Your response must be made up of each line in the data below that contains the string "wherever".
** Opening Entries supplied block **
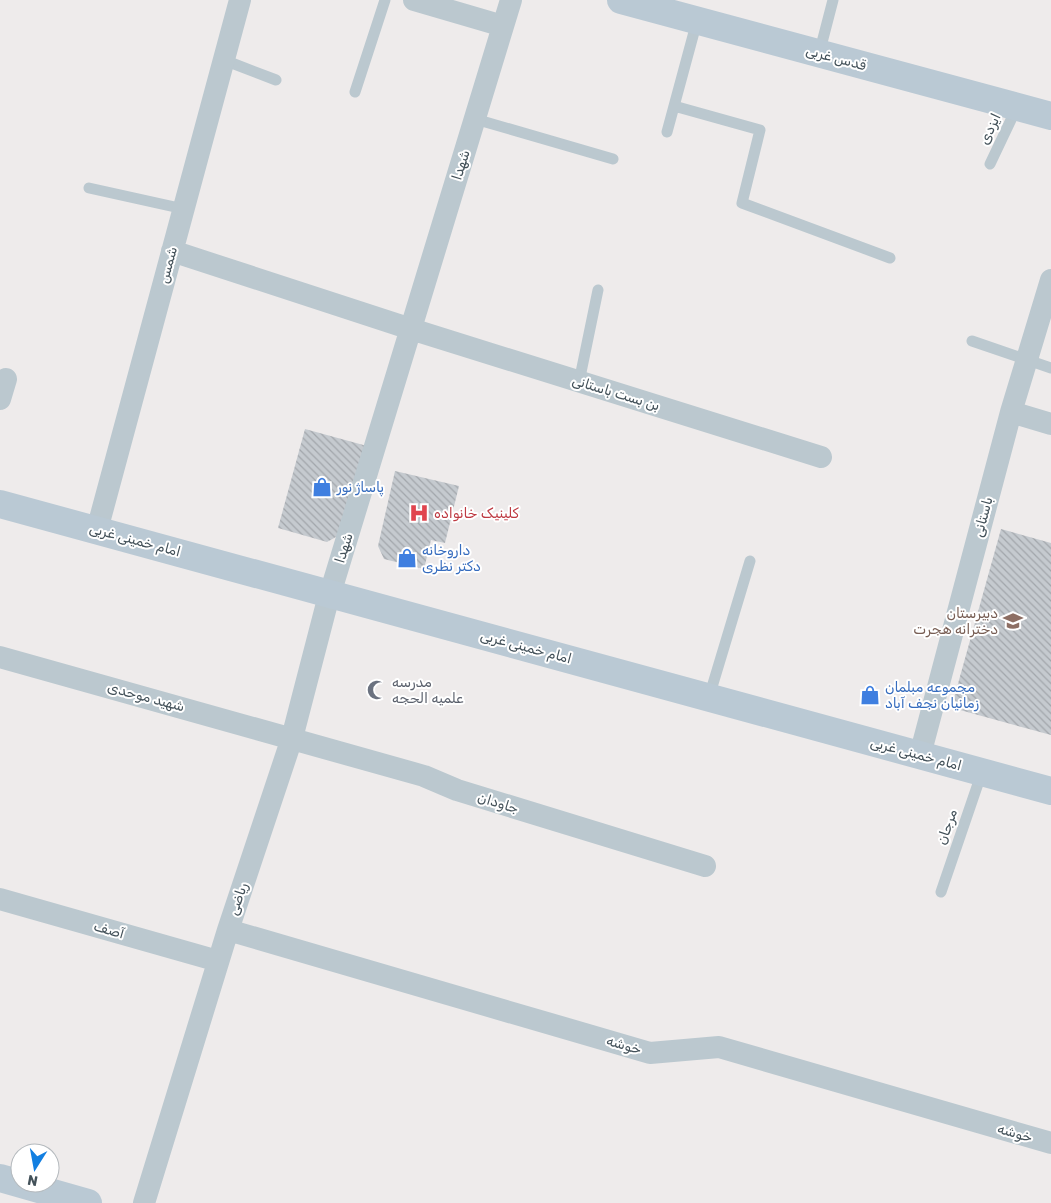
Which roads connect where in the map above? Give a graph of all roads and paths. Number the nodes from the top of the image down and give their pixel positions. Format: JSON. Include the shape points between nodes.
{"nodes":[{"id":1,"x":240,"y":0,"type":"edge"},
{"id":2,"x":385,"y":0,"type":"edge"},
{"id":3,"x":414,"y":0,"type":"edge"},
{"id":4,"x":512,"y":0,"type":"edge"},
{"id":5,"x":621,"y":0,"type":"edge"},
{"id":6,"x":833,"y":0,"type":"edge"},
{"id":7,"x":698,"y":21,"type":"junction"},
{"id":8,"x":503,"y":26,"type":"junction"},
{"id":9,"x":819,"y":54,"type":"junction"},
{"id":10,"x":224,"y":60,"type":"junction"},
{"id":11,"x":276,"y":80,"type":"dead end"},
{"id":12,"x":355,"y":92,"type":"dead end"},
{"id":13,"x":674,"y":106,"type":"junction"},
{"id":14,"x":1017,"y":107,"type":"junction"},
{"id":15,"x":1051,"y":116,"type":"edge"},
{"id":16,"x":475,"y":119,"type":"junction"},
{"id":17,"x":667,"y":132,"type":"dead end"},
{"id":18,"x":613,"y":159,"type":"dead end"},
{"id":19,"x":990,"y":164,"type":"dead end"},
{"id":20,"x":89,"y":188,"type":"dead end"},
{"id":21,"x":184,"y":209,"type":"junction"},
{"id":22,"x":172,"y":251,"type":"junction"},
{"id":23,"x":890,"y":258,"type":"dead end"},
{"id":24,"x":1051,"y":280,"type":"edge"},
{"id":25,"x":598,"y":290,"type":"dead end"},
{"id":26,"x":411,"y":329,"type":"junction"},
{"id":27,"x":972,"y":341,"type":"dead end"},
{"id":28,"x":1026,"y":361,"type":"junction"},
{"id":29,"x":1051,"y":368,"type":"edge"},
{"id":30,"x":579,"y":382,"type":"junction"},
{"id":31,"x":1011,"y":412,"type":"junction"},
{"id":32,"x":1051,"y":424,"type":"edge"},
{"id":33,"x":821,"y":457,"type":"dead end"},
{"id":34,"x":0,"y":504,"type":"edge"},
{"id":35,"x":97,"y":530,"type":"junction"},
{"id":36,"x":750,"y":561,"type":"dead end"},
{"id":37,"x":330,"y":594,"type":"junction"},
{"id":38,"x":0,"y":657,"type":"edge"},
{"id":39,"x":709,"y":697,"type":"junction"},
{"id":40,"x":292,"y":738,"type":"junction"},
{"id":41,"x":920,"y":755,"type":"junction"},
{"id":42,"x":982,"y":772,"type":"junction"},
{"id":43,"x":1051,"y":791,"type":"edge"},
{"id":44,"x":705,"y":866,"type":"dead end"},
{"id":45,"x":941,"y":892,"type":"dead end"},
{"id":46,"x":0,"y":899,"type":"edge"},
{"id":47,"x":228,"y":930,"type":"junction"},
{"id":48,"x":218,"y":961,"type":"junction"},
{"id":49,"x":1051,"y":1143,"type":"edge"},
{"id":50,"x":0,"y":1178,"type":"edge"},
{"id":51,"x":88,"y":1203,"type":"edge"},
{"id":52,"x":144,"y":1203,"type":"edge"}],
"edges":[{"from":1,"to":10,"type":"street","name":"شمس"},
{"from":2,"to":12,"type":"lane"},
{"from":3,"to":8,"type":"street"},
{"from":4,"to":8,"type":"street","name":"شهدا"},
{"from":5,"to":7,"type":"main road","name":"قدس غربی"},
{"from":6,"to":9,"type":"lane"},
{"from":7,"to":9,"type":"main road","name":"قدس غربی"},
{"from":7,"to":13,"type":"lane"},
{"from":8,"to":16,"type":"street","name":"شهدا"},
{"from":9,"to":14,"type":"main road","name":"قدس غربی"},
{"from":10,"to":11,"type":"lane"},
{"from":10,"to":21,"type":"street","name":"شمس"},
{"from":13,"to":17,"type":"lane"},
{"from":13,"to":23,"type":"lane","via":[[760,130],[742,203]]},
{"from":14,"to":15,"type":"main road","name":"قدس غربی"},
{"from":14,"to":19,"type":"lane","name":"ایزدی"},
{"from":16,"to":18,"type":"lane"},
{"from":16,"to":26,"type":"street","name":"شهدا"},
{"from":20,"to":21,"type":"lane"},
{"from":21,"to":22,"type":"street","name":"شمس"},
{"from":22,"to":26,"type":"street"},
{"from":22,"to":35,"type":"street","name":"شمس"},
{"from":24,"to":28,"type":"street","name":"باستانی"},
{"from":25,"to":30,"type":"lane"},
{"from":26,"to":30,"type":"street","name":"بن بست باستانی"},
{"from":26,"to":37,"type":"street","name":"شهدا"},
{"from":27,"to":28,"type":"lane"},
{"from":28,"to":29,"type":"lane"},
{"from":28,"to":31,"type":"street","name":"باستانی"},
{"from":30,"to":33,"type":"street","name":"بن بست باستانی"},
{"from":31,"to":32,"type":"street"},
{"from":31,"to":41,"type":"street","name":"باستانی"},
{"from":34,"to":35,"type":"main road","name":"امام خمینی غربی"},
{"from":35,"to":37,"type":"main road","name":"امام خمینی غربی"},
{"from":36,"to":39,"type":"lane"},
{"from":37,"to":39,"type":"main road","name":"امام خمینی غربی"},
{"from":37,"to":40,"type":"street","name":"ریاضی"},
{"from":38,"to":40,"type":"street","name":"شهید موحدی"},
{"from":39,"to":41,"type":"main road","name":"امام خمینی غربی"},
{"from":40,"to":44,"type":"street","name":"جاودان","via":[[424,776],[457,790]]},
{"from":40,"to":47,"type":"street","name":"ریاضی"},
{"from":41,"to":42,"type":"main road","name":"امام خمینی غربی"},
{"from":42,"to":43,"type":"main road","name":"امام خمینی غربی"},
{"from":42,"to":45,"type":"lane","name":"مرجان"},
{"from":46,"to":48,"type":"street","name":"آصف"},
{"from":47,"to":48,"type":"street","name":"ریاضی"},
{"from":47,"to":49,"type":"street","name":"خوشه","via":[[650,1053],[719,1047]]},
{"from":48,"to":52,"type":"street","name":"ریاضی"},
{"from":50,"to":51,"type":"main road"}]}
** Closing Entries supplied block **
** Opening Entries supplied block **
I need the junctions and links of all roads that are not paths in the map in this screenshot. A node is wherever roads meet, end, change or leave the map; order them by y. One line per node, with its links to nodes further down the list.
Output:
** Closing Entries supplied block **
** Opening Entries supplied block **
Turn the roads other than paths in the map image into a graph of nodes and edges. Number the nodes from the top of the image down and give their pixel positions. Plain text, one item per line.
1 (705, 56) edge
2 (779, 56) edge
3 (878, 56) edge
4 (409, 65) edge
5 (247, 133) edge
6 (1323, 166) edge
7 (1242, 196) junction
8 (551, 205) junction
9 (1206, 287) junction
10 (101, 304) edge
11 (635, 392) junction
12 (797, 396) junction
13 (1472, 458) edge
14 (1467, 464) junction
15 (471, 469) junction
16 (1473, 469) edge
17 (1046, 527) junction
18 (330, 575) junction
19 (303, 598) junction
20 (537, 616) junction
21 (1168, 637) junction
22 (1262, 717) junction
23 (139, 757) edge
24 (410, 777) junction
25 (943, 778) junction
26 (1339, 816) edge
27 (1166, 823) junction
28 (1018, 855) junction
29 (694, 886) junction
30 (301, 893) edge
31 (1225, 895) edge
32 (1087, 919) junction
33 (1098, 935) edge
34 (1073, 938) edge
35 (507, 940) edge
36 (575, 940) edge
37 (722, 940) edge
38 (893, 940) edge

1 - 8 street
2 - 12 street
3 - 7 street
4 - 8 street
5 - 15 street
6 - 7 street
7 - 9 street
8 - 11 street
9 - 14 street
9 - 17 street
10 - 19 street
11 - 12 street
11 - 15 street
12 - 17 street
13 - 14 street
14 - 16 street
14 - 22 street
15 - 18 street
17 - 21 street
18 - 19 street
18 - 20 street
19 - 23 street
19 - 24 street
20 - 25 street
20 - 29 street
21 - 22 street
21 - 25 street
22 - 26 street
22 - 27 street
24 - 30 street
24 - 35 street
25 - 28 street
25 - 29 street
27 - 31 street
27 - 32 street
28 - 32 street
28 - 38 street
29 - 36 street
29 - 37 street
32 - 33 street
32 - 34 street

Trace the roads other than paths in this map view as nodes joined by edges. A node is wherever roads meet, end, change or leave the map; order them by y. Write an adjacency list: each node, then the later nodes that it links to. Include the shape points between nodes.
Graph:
** Closing Entries supplied block **
# Output of the exercise
I need the junctions and links of all roads that are not paths in the map in this screenshot. A node is wherever roads meet, end, change or leave the map; order them by y. One line per node, with its links to nodes further down the list.
Trace the roads other than paths in this map view as nodes joined by edges. A node is wherever roads meet, end, change or leave the map; order them by y. Write an adjacency list: each node, then the later nodes that it links to. Include the shape points between nodes.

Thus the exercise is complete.